The courier considered the offer as if I’d ask something a lot more scandalous than I had. Just a drink, honest. Though I couldn’t ignore that she was close to my height with the sort of eyes that made me wonder what sort of things she’d seen in her life, paired with a set of chapped lips that deserved to be made soft. Sun-kissed skin and a foreign look about her that reminded me of someone, but I couldn’t place my thumb on the reminder. Ah, but that was neither here nor there. What was it with me and getting so distracted by carnality? It made no good sense and I liked to think myself above that sort of nonsense… even if I didn’t find myself keeping to that thought much.
Suppose I just didn’t have a lot of good sense in me.
She accepted the offer, easy enough, and we made good time from wherever the fuck I’d been - to a place she was staying known as Inn for Dinner. It wasn’t too far off and I’d set up a couple rooms there myself upon arrival. I was getting the hang of this loop of a city, or least I wanted to believe I was.

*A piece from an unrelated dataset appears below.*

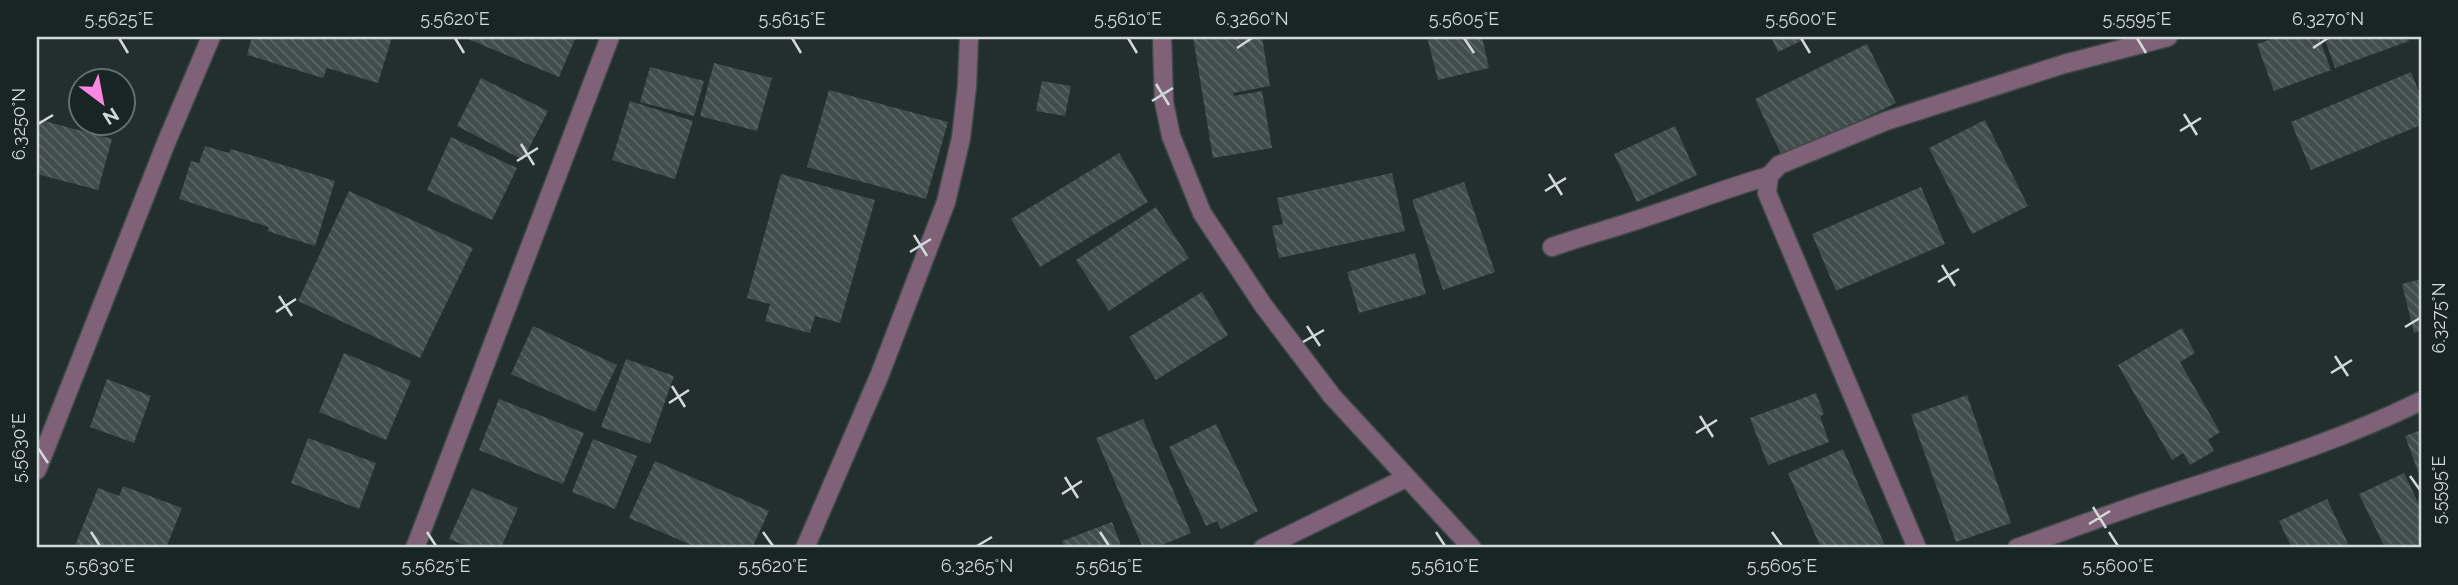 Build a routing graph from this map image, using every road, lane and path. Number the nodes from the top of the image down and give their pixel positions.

She swapped a name for herself once we sat down: Gigi, the sort of name that made me cough to mask a laugh.
Gigi said, “It’s short for something.”
I waited, but she never said what something was. Instead, we got a bottle of wine to share and I took to opening the bundle of letters that’d come from Ashvane Estate. There were a great number of them: all from various dates, left behind to pile up when the fall of Emea had taken away my previous courier: Mister Kiwi.
The momentary reminder of the dead dreamwalker caused me to feel a greater need to drink something stronger than wine. I wouldn’t though. Wine would do fine, more than fine. It would do. I tapped my fingers against one of the envelopes. Around us, the inn was mostly quiet. People were drinking, eating, trying to forget about what lurked outside the city and inside their own undreaming minds. No one seemed keen to bother each other, keeping to themselves, and leaving once done with whatever had brought them to the main area. A few wore masks over their faces, as if that would do the job of keeping the illnesses away – or maybe they just didn’t want anyone identifying them.
“Were you going to open one of those?” asked Gigi. She sipped from the goblet with a casual sideways lean to her posture.
“Later,” I said. I set it on the stack, then looked her over. “How’d you come to be the one sent this way? You don’t look like most couriers.”
“Tia did say you had sharp eyes,” said the woman.
“Tia?”
“Lucretia,” she clarified. “She’s my aunt.”
“Oh!” The mention of the mage who’d remained in Quacia offered a certain happiness. Out of all the people in the southern city, it was Lucretia and Watcher I missed the most. “You’re related. No wonder you look so familiar.”
Taller though, I thought to myself. I couldn’t help but compare the totem I had of Lucretia, the petite thing that wasn’t anywhere near the height of her niece, but they had similar copper to the tone of their skin. Now I saw features here and there, recognizable in a vague sense of familial blood. Now, it was obvious.
We talked of Quacia, and I set the letters aside for later – like I’d said – and we talked about Lucretia, we talked of Rynmere of which Gigi was from, of the plague that’d torn through her home. She’d gotten stuck on the outside of the quarantine, or so she said, there was a glimmer in her eyes that suggested otherwise but I didn’t bother to delve into whatever was left unsaid.
The bottle of wine had gone dry fast enough. I gathered the letters and asked if she wanted to join in a space away from… well, I couldn’t say crowds with a straight face, so I went with out of the way. She was generous and accepted anyway.